- _EXERCISE DATA_:

▼

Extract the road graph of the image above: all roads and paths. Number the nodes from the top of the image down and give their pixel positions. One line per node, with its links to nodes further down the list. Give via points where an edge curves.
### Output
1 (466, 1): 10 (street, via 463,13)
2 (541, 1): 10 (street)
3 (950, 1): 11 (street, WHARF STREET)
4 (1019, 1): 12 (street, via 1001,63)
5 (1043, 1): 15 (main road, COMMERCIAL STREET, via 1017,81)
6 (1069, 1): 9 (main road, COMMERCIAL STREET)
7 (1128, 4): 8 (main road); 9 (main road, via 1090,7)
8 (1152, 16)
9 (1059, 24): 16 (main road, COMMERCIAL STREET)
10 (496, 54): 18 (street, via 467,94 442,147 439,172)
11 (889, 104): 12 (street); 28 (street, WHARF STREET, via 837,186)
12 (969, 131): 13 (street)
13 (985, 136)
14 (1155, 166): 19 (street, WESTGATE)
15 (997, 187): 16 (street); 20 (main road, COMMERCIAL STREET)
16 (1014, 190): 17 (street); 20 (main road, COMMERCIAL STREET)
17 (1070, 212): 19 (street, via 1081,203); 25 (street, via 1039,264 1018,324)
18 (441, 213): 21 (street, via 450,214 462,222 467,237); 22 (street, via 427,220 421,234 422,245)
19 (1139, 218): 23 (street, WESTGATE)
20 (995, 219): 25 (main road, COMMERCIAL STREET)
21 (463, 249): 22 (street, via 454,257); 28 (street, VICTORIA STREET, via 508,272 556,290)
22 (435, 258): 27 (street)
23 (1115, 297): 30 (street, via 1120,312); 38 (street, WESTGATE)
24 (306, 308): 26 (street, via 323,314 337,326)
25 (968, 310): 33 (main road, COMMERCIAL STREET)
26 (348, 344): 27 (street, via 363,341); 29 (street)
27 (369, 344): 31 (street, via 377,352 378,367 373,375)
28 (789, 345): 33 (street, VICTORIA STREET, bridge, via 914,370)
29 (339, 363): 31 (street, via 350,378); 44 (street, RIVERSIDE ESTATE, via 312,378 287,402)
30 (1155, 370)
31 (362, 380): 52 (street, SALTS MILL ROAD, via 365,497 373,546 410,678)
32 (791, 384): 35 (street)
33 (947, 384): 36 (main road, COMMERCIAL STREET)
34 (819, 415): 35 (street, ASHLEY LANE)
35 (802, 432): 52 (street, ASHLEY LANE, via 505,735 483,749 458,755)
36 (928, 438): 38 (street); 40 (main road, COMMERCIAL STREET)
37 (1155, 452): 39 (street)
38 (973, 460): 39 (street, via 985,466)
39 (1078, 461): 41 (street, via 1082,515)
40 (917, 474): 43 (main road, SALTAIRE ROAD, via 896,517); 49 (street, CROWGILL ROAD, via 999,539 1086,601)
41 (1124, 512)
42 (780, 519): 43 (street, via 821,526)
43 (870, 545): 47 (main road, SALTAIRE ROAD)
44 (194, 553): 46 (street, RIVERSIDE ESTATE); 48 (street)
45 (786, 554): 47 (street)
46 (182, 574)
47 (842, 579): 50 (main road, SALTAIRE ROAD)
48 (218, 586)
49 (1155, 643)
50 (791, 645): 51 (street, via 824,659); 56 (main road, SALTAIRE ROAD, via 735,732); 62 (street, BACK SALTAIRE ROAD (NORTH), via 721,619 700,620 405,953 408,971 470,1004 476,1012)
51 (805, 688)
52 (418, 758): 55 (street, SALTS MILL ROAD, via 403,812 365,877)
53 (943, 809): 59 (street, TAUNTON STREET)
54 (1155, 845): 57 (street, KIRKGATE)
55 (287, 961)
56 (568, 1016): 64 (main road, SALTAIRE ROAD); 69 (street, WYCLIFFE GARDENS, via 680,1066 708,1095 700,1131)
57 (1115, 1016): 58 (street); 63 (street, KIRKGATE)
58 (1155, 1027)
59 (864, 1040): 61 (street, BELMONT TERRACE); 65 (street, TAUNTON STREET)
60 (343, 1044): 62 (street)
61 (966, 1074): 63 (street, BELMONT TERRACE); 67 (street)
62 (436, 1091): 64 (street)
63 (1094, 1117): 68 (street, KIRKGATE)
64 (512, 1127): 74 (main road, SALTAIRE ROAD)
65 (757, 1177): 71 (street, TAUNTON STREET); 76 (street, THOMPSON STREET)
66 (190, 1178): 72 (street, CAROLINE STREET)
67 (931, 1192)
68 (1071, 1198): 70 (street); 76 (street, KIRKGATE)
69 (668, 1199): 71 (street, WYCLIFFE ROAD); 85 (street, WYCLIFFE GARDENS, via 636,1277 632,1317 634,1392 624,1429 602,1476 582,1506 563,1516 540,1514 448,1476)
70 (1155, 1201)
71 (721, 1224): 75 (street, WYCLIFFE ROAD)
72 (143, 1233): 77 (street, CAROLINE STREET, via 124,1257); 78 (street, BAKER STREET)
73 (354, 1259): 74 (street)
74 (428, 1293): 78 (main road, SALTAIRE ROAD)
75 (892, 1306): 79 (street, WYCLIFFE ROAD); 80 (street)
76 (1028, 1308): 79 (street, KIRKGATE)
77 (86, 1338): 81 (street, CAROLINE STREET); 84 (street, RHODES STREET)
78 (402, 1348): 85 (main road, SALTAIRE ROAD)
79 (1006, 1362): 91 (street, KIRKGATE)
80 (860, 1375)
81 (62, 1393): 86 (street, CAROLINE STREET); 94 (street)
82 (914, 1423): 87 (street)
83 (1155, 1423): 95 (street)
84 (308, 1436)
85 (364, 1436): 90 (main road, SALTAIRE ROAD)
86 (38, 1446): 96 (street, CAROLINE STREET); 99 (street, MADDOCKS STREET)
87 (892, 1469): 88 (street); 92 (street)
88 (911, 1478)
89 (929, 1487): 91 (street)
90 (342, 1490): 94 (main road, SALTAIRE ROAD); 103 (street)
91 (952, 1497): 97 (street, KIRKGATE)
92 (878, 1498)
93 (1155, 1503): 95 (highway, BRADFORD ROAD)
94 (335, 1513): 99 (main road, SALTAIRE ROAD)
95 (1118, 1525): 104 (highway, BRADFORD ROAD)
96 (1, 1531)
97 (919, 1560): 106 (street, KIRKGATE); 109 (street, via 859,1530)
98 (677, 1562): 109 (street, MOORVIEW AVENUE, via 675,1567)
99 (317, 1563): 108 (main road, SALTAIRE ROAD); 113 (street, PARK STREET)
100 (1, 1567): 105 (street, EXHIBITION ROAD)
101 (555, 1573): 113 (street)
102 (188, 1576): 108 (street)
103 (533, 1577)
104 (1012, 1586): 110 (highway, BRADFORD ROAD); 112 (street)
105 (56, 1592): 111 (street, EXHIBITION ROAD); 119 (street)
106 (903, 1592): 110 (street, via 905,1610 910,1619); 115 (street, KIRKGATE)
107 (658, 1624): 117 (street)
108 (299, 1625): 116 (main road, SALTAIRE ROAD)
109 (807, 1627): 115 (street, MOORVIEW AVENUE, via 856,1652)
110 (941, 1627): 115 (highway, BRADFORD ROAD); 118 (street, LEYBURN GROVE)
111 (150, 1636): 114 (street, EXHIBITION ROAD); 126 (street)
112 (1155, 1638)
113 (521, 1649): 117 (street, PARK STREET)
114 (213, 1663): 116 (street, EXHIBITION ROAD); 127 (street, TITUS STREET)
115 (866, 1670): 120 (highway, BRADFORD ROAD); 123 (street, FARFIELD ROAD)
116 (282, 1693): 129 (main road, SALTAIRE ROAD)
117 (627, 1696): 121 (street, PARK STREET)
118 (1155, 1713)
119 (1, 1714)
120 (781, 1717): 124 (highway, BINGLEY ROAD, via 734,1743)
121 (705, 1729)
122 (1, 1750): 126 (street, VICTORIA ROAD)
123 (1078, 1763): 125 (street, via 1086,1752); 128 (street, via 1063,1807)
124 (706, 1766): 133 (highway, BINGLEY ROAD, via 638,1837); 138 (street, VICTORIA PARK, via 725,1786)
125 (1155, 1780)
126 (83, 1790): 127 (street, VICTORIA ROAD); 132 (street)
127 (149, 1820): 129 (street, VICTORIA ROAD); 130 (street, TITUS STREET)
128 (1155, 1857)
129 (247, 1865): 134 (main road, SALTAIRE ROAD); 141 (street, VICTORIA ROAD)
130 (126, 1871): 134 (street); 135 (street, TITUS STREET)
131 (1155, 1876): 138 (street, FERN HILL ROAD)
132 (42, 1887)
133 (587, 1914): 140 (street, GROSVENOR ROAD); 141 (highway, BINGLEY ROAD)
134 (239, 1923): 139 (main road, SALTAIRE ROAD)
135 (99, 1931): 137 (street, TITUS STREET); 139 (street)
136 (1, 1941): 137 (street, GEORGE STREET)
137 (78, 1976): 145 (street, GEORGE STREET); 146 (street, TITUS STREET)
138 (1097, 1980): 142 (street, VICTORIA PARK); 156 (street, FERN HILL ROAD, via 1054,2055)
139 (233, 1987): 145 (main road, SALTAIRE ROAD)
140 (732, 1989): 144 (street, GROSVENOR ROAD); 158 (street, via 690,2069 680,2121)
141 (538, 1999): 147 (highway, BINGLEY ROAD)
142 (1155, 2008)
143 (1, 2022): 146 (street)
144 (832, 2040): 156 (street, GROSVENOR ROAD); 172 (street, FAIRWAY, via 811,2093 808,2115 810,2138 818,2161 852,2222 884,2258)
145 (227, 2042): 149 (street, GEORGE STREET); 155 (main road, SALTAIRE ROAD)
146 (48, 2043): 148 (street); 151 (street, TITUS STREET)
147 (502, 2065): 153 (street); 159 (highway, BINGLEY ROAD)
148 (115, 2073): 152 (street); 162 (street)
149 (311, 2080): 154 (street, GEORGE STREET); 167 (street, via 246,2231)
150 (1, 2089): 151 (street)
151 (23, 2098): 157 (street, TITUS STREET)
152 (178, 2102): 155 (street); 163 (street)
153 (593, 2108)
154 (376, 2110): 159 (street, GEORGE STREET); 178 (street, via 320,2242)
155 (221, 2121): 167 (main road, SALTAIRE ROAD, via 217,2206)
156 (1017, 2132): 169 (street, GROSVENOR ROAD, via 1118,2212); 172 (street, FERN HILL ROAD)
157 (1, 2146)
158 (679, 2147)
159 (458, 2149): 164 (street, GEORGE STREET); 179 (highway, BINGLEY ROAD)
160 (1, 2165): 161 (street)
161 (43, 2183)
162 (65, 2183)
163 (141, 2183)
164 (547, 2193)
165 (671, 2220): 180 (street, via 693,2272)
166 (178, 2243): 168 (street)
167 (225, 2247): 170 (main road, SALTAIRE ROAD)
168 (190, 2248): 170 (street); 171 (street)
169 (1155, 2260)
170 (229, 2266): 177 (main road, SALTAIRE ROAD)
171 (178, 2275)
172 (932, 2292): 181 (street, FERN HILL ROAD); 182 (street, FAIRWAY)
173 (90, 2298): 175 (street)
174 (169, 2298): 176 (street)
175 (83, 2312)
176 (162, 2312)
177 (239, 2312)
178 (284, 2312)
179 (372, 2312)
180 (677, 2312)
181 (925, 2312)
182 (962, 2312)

▲

Line count for the word "FERN": tally the lines of the records above that hold it and give only that figure.

4